Material provided:
****************
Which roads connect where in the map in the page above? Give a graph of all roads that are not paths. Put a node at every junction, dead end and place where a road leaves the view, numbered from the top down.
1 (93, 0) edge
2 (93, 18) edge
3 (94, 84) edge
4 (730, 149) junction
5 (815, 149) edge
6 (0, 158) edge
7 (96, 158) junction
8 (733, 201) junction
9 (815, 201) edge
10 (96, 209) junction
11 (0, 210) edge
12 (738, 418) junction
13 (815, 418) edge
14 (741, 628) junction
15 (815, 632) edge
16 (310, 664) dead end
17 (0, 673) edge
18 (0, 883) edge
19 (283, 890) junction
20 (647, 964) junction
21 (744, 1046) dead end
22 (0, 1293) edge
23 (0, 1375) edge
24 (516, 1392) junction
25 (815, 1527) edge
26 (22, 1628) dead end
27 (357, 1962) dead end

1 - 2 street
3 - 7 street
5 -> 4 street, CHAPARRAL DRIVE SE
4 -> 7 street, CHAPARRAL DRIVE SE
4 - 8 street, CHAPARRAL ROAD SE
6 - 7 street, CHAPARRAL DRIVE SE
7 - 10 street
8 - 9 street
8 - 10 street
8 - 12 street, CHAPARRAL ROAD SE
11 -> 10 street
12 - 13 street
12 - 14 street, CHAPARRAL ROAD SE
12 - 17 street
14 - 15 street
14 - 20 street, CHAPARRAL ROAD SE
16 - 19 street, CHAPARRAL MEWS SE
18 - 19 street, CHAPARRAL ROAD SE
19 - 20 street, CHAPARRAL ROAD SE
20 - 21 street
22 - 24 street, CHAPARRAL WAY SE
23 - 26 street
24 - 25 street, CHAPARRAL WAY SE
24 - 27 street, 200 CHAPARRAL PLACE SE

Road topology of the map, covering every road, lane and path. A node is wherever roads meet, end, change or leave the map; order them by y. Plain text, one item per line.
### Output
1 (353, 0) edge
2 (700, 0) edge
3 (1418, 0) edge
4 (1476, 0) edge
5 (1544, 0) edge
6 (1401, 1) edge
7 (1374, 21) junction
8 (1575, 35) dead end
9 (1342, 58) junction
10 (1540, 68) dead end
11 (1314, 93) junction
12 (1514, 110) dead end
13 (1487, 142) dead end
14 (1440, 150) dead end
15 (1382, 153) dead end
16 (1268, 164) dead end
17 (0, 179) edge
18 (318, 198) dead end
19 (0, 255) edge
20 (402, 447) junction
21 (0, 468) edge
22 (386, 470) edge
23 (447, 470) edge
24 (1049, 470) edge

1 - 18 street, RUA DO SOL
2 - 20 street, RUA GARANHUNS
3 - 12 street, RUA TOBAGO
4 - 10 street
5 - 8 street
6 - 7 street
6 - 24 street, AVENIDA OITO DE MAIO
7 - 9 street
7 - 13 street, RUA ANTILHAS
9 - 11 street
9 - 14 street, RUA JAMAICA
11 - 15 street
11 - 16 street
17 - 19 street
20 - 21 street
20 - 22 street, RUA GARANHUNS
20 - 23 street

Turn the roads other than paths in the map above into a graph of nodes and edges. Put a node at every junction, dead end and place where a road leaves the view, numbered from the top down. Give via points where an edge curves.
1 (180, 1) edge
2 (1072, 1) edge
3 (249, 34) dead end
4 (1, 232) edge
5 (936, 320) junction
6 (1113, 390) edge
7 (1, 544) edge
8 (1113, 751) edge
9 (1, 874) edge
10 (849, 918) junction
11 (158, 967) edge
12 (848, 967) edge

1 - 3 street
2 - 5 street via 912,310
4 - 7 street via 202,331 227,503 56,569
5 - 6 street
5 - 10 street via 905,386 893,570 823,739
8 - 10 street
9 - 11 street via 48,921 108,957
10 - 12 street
****************
Activity:
The required response is a complete, exact copy of the records.

Response:
Which roads connect where in the map in the page above? Give a graph of all roads that are not paths. Put a node at every junction, dead end and place where a road leaves the view, numbered from the top down.
1 (93, 0) edge
2 (93, 18) edge
3 (94, 84) edge
4 (730, 149) junction
5 (815, 149) edge
6 (0, 158) edge
7 (96, 158) junction
8 (733, 201) junction
9 (815, 201) edge
10 (96, 209) junction
11 (0, 210) edge
12 (738, 418) junction
13 (815, 418) edge
14 (741, 628) junction
15 (815, 632) edge
16 (310, 664) dead end
17 (0, 673) edge
18 (0, 883) edge
19 (283, 890) junction
20 (647, 964) junction
21 (744, 1046) dead end
22 (0, 1293) edge
23 (0, 1375) edge
24 (516, 1392) junction
25 (815, 1527) edge
26 (22, 1628) dead end
27 (357, 1962) dead end

1 - 2 street
3 - 7 street
5 -> 4 street, CHAPARRAL DRIVE SE
4 -> 7 street, CHAPARRAL DRIVE SE
4 - 8 street, CHAPARRAL ROAD SE
6 - 7 street, CHAPARRAL DRIVE SE
7 - 10 street
8 - 9 street
8 - 10 street
8 - 12 street, CHAPARRAL ROAD SE
11 -> 10 street
12 - 13 street
12 - 14 street, CHAPARRAL ROAD SE
12 - 17 street
14 - 15 street
14 - 20 street, CHAPARRAL ROAD SE
16 - 19 street, CHAPARRAL MEWS SE
18 - 19 street, CHAPARRAL ROAD SE
19 - 20 street, CHAPARRAL ROAD SE
20 - 21 street
22 - 24 street, CHAPARRAL WAY SE
23 - 26 street
24 - 25 street, CHAPARRAL WAY SE
24 - 27 street, 200 CHAPARRAL PLACE SE

Road topology of the map, covering every road, lane and path. A node is wherever roads meet, end, change or leave the map; order them by y. Plain text, one item per line.
### Output
1 (353, 0) edge
2 (700, 0) edge
3 (1418, 0) edge
4 (1476, 0) edge
5 (1544, 0) edge
6 (1401, 1) edge
7 (1374, 21) junction
8 (1575, 35) dead end
9 (1342, 58) junction
10 (1540, 68) dead end
11 (1314, 93) junction
12 (1514, 110) dead end
13 (1487, 142) dead end
14 (1440, 150) dead end
15 (1382, 153) dead end
16 (1268, 164) dead end
17 (0, 179) edge
18 (318, 198) dead end
19 (0, 255) edge
20 (402, 447) junction
21 (0, 468) edge
22 (386, 470) edge
23 (447, 470) edge
24 (1049, 470) edge

1 - 18 street, RUA DO SOL
2 - 20 street, RUA GARANHUNS
3 - 12 street, RUA TOBAGO
4 - 10 street
5 - 8 street
6 - 7 street
6 - 24 street, AVENIDA OITO DE MAIO
7 - 9 street
7 - 13 street, RUA ANTILHAS
9 - 11 street
9 - 14 street, RUA JAMAICA
11 - 15 street
11 - 16 street
17 - 19 street
20 - 21 street
20 - 22 street, RUA GARANHUNS
20 - 23 street

Turn the roads other than paths in the map above into a graph of nodes and edges. Put a node at every junction, dead end and place where a road leaves the view, numbered from the top down. Give via points where an edge curves.
1 (180, 1) edge
2 (1072, 1) edge
3 (249, 34) dead end
4 (1, 232) edge
5 (936, 320) junction
6 (1113, 390) edge
7 (1, 544) edge
8 (1113, 751) edge
9 (1, 874) edge
10 (849, 918) junction
11 (158, 967) edge
12 (848, 967) edge

1 - 3 street
2 - 5 street via 912,310
4 - 7 street via 202,331 227,503 56,569
5 - 6 street
5 - 10 street via 905,386 893,570 823,739
8 - 10 street
9 - 11 street via 48,921 108,957
10 - 12 street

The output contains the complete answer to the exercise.